The once industrial neighborhood of Wynwood has become the center of Miami’s indie art scene, with warehouses converted into galleries and an artsy, creative vibe that permeates the entire district. That spirit is most evident in the splashy murals known as Wynwood Walls, an ongoing art project featuring some of the top urban artists from around the globe, including famed graffiti muralists Lady Aiko, Kenny Scharf, and Shepard Fairey.
Since launching in 2009, more than 80,000 square feet of outdoor wall space has served as the canvas for 50-plus guest artists, with new murals added each year. View the walls anytime or during ArtWalk on the second Saturday night of each month, when the district’s many art galleries and studios open their doors for the public to check out new works.
The Little Haiti neighborhood has long been a vibrant commercial and social center for Miami’s sizable Haitian community. It’s also the latest art destination in the city, with a host of new galleries and art studios, and a refocused energy and appreciation for the street art that’s a signature of the district. The recent Little Haiti Mural Project showcases the works of local artists, including Lordgyn Gino Belizaire and Nate Dee, in wall murals spread across the facades of 20 buildings.
Besides the colorful Caribbean Marketplace, a cultural anchor of the community for years, Yo Space and Moksha Family Arts Collective hold regular events. The offerings include art exhibits, live painting, music, and multi-media shows.

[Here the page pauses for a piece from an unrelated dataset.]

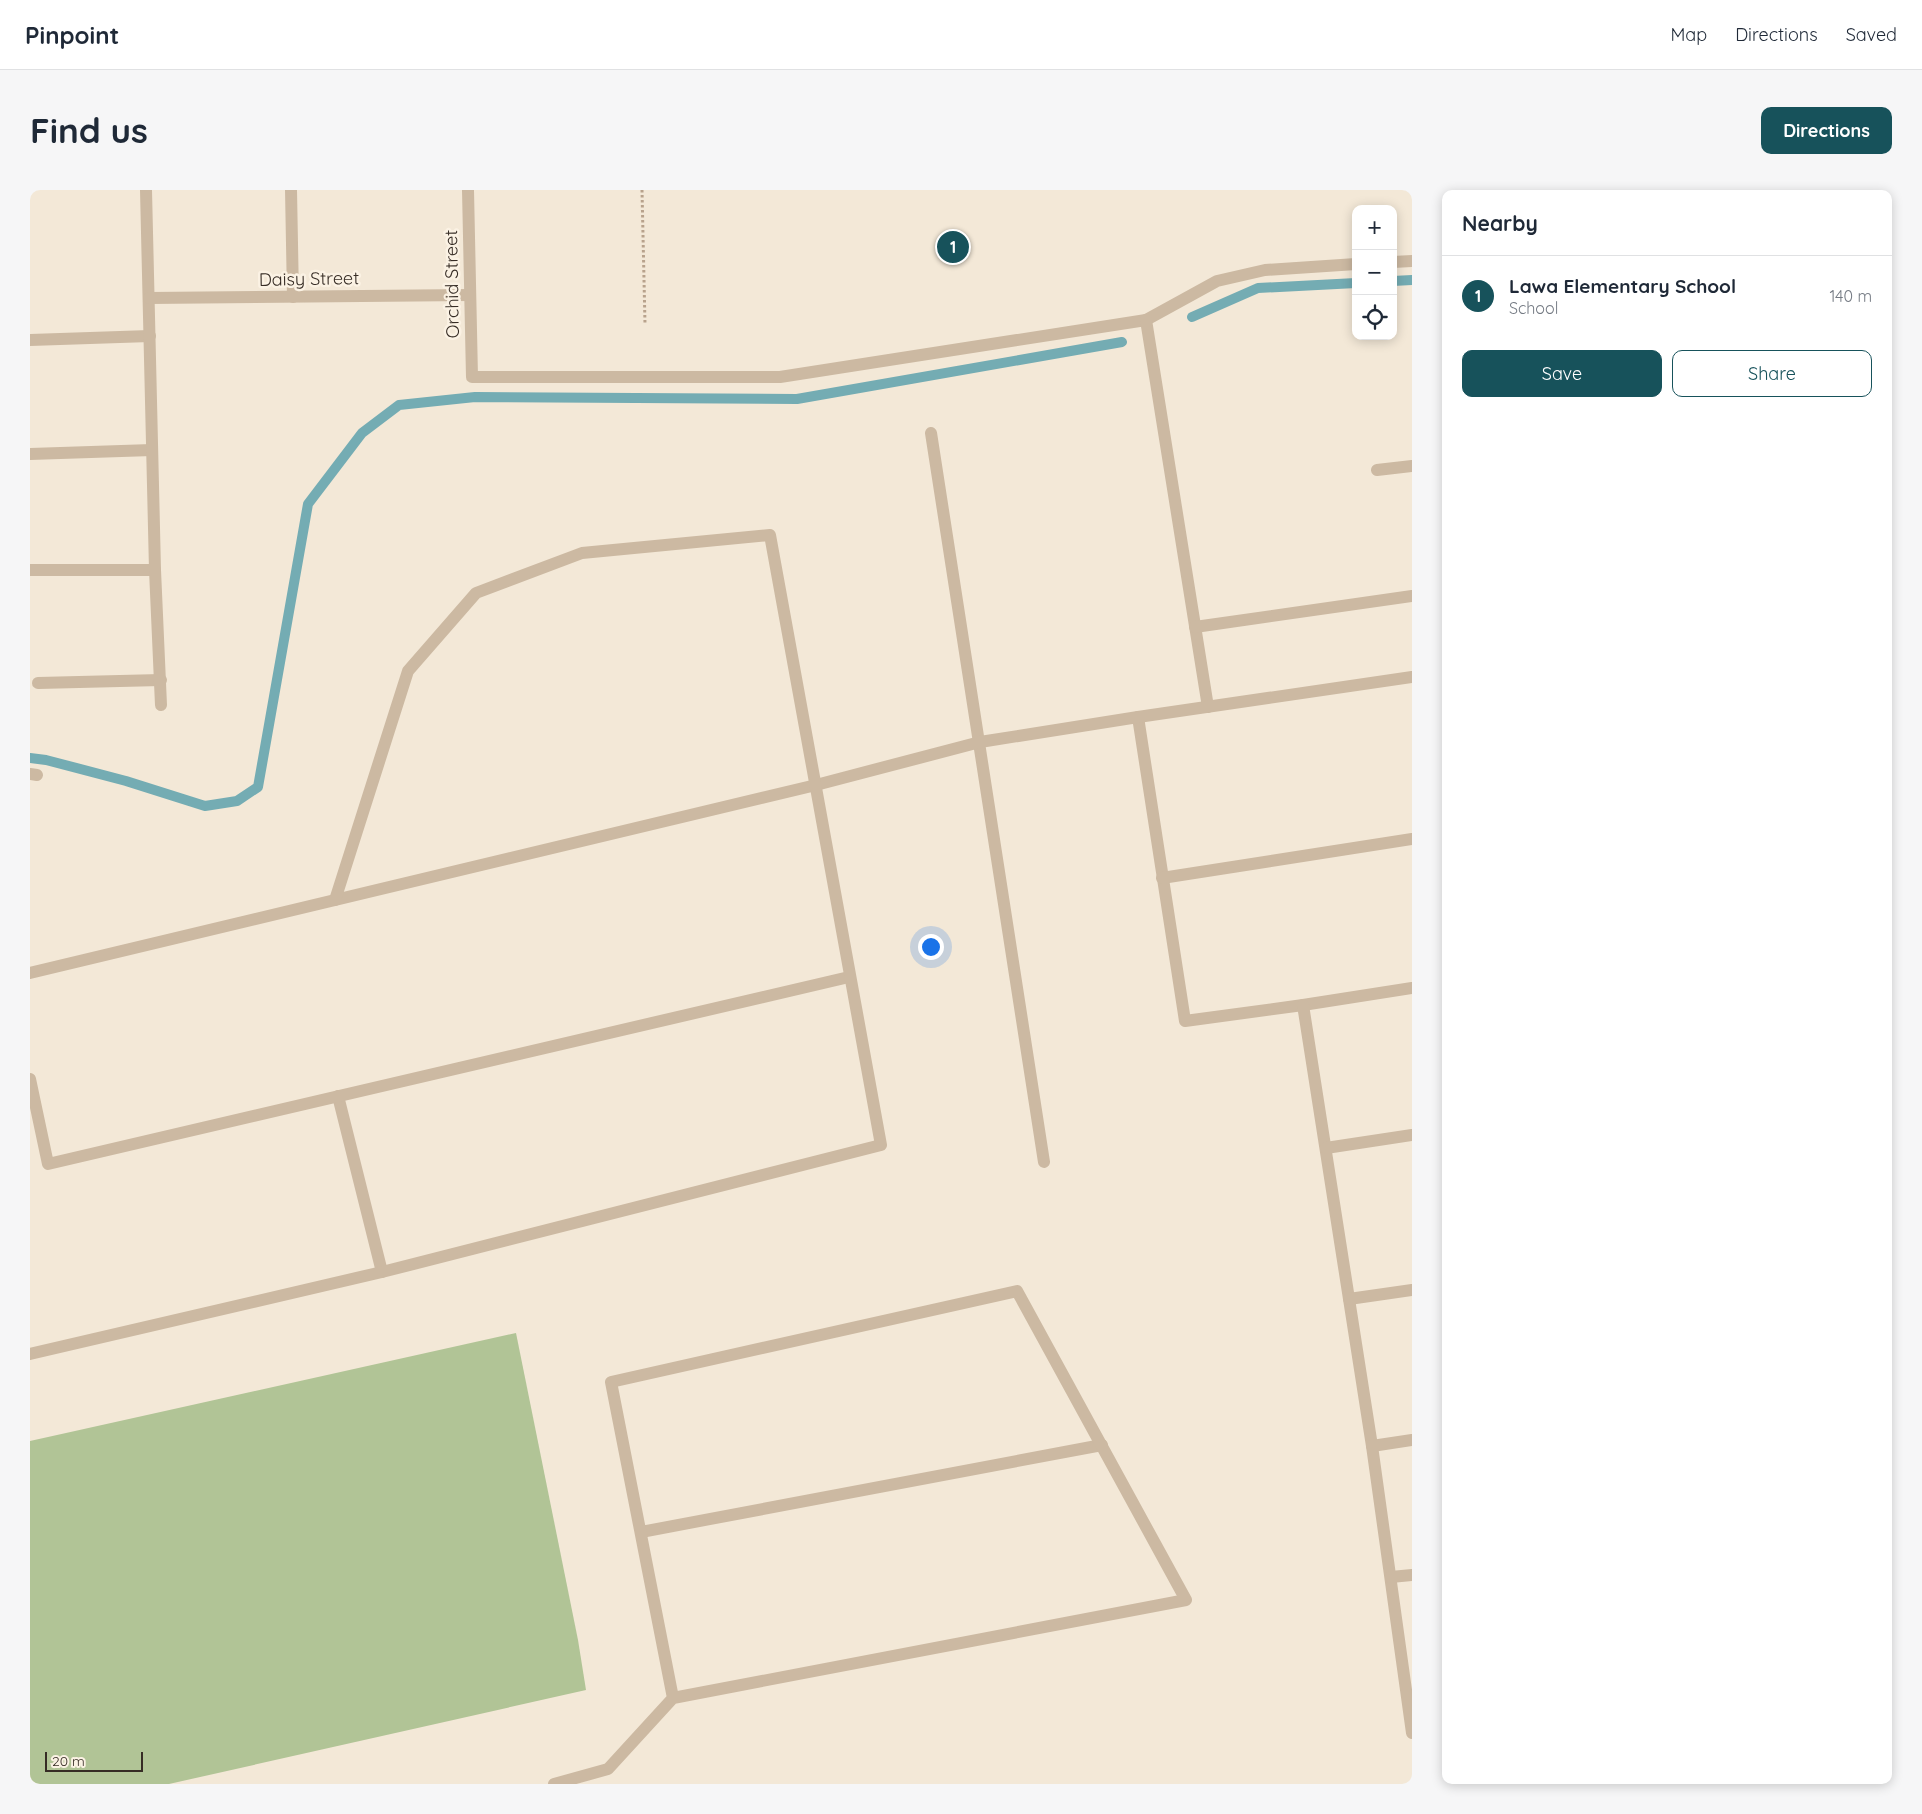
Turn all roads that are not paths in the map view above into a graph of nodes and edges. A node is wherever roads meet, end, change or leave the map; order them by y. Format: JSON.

The aroma of Cuban coffee and the clatter of dominoes are a part of life in Miami’s Little Havana, but the many fabulous painted and mosaic tile murals depicting Cuban icons such as Celia Cruz and Jose Marti are equally impressive. Visit on the last Friday of each month for Cultural Fridays (or Viernes Culturales), when the main thoroughfare of SW 8th Street (Calle Ocho) is blocked off, and the neighborhood’s 20 art galleries open their doors to the public. Music and dance performances are part of the community event.
You can get a little bit of everything at the Cubaocho Museum and Performing Arts Center, which features local art, live music, and a rum bar. It also houses one of the largest privately-owned Cuban art collections in the world.